■ **Task item**: Of the lines below, write out exactly those from the line with "index mcp: (271, 201)" through the line with "index tip: (157, 347)", both included, and skip the rest.

■ **Records for this exercise**:
-.-.-

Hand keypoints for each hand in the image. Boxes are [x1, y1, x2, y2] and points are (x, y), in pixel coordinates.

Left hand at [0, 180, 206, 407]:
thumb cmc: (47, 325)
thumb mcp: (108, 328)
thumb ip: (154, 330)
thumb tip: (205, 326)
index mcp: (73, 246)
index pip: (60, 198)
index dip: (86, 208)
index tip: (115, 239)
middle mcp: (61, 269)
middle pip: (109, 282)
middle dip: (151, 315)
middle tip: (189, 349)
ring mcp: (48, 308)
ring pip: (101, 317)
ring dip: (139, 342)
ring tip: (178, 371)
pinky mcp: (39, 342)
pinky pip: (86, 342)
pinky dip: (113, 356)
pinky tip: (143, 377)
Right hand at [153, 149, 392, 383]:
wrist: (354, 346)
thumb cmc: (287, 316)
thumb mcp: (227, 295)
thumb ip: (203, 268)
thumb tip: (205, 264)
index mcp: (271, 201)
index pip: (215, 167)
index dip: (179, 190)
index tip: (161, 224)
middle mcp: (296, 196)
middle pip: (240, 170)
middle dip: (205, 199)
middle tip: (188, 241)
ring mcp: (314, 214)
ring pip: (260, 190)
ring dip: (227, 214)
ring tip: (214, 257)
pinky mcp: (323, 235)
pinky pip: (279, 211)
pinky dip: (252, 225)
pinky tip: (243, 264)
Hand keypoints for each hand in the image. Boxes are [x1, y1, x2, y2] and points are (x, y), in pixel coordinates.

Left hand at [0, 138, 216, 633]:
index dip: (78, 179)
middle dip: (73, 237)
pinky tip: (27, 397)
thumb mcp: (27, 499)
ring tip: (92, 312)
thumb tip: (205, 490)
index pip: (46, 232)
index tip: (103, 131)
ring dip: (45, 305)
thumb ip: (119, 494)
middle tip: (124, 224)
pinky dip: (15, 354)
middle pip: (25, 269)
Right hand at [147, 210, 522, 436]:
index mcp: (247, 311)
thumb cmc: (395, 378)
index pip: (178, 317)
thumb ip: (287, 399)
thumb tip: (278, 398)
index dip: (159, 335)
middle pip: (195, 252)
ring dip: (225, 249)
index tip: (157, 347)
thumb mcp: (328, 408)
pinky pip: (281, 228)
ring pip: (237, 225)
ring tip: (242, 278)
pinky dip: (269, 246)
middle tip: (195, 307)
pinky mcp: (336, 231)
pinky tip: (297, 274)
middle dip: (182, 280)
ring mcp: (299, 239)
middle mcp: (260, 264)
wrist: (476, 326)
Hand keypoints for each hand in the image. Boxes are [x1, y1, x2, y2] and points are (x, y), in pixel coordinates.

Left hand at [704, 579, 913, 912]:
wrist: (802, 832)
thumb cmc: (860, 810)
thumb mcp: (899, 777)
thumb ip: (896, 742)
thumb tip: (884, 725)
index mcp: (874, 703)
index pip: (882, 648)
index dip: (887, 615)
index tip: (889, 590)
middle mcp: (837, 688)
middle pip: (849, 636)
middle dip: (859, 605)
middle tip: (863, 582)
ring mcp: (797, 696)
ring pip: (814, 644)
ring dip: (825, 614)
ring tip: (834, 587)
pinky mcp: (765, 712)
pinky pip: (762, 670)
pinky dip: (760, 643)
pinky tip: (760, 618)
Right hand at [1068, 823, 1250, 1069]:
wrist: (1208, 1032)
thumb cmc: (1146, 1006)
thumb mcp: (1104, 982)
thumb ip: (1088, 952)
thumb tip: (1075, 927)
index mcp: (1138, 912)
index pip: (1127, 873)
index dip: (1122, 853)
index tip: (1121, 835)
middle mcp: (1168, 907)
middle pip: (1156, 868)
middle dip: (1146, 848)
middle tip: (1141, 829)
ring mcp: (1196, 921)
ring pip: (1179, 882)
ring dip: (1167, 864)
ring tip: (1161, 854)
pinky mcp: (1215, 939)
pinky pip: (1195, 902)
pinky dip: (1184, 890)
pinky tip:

-.-.-

■ **Output below**:
index mcp: (271, 201)
index pip: (215, 167)
index dip: (179, 190)
index tip: (161, 224)
middle mcp: (296, 196)
middle pip: (240, 170)
middle dip: (205, 199)
middle tip: (188, 241)
ring mcp: (314, 214)
ring pip: (260, 190)
ring dip: (227, 214)
ring tip: (214, 257)
pinky mcp: (323, 235)
pinky pip: (279, 211)
pinky dip: (252, 225)
pinky tip: (243, 264)
Hand keypoints for each hand in the image. Boxes are [x1, y1, x2, y2] and points are (x, y), in pixel coordinates.

Left hand at [0, 138, 216, 633]:
index dip: (78, 179)
middle dip: (73, 237)
pinky tip: (27, 397)
thumb mcp: (27, 499)
ring tip: (92, 312)
thumb tip: (205, 490)
index pip: (46, 232)
index tip: (103, 131)
ring dip: (45, 305)
thumb ip: (119, 494)
middle tip: (124, 224)
pinky dip: (15, 354)
middle pip: (25, 269)
Right hand at [147, 210, 522, 436]:
index mcp: (247, 311)
thumb cmc: (395, 378)
index pip: (178, 317)
thumb ip: (287, 399)
thumb tip: (278, 398)
index dip: (159, 335)
middle pip: (195, 252)
ring dip: (225, 249)
index tip: (157, 347)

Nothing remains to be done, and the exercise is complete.